Process Analysis of Hydrogen Blistering in NGL Fractionation Unit

Hydrogen blistering is a type of hydrogen-induced failure produced when hydrogen atoms enter low-strength steels that have macroscopic defects, such as laminations. The defects in the steel (void spaces) provide places for hydrogen atoms to combine, forming gaseous molecular hydrogen (H₂) that can build enough pressure to produce blistering. Hydrogen blistering is a problem mainly in sour environments. It does not cause a brittle failure, but it can produce rupture or leakage [1]. Description and mechanisms of hydrogen blistering can be found in literature [2]. Hydrogen sulfide concentration, temperature and thickness of material affect hydrogen blistering.

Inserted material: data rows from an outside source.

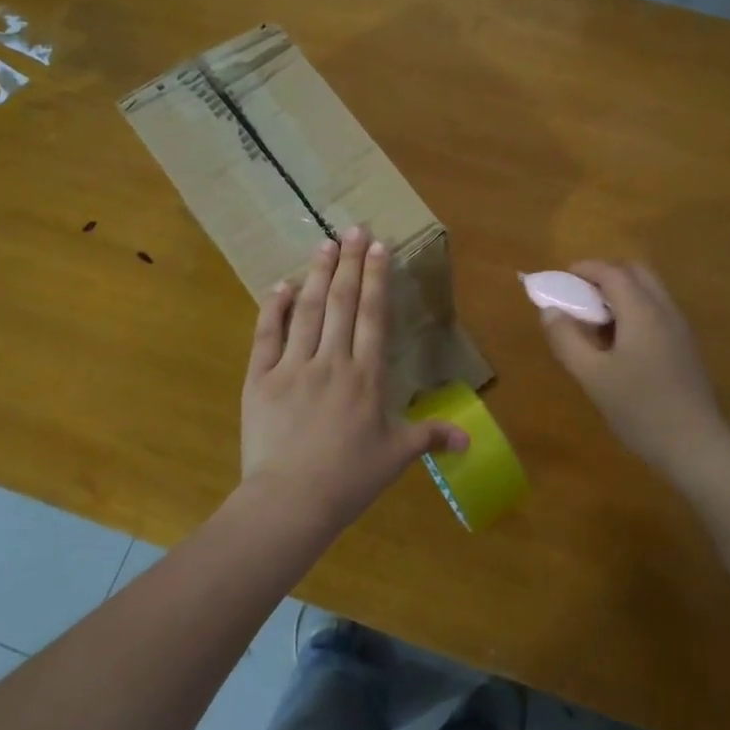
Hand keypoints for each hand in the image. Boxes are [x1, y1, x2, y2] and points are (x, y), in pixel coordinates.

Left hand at [242, 227, 467, 529]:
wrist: (290, 501)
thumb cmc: (349, 479)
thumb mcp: (395, 457)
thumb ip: (430, 437)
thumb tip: (469, 439)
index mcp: (366, 376)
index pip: (374, 316)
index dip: (377, 278)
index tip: (380, 247)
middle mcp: (332, 361)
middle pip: (343, 302)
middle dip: (351, 262)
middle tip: (355, 228)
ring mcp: (293, 367)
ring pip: (308, 310)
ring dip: (318, 274)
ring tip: (324, 242)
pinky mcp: (260, 379)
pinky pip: (267, 335)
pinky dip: (273, 308)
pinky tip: (282, 285)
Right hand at [539, 261, 729, 479]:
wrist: (695, 445)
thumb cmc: (639, 408)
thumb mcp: (592, 376)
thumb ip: (567, 339)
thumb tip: (550, 311)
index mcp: (642, 311)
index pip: (612, 272)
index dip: (584, 269)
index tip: (560, 279)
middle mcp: (665, 311)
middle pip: (636, 273)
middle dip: (604, 275)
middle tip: (578, 296)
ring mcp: (679, 329)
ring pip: (649, 292)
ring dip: (620, 294)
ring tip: (593, 322)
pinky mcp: (685, 348)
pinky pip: (656, 313)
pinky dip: (633, 311)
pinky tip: (617, 344)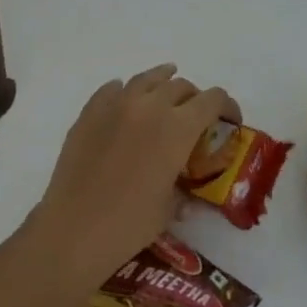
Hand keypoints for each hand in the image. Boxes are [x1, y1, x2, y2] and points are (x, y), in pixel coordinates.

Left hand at [26, 64, 238, 287]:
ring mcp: (116, 104)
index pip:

In this TOTM we will consider the quantitative effect of temperature and hydrogen sulfide mole fraction causing hydrogen damage in the fractionation columns of an operating natural gas liquid (NGL) Plant [3]. The fractionation unit was designed to process a broad-cut of NGL, which is an off-product from crude oil production units and produces essentially propane, butane, and natural gasoline. The feed to the process is introduced into the fractionation unit where propane, butane and gasoline are separated by three distillation columns. In the first column, which is a deethanizer, ethane and lighter compounds are separated from the feed stream. In the second column, a depropanizer, propane is fractionated and sent to the amine treater for further processing to meet market specifications. The bottoms of the depropanizer are fed to the third column, a debutanizer, in which butane is distilled over and sent to a Merox unit for further treating. The bottoms of the debutanizer column, essentially gasoline, are also sent to Merox for treating. More information on NGL production technologies can be found in reference [4].

During the overhaul of this NGL Plant, the inspection team found that the deethanizer-reflux-accumulator had been damaged due to severe hydrogen blistering in the shell and bottom plate, and the vessel was rejected. Four years later, during an inspection of the Plant, the deethanizer rectifying section and depropanizer rectifying section were found to have been severely damaged by hydrogen blistering.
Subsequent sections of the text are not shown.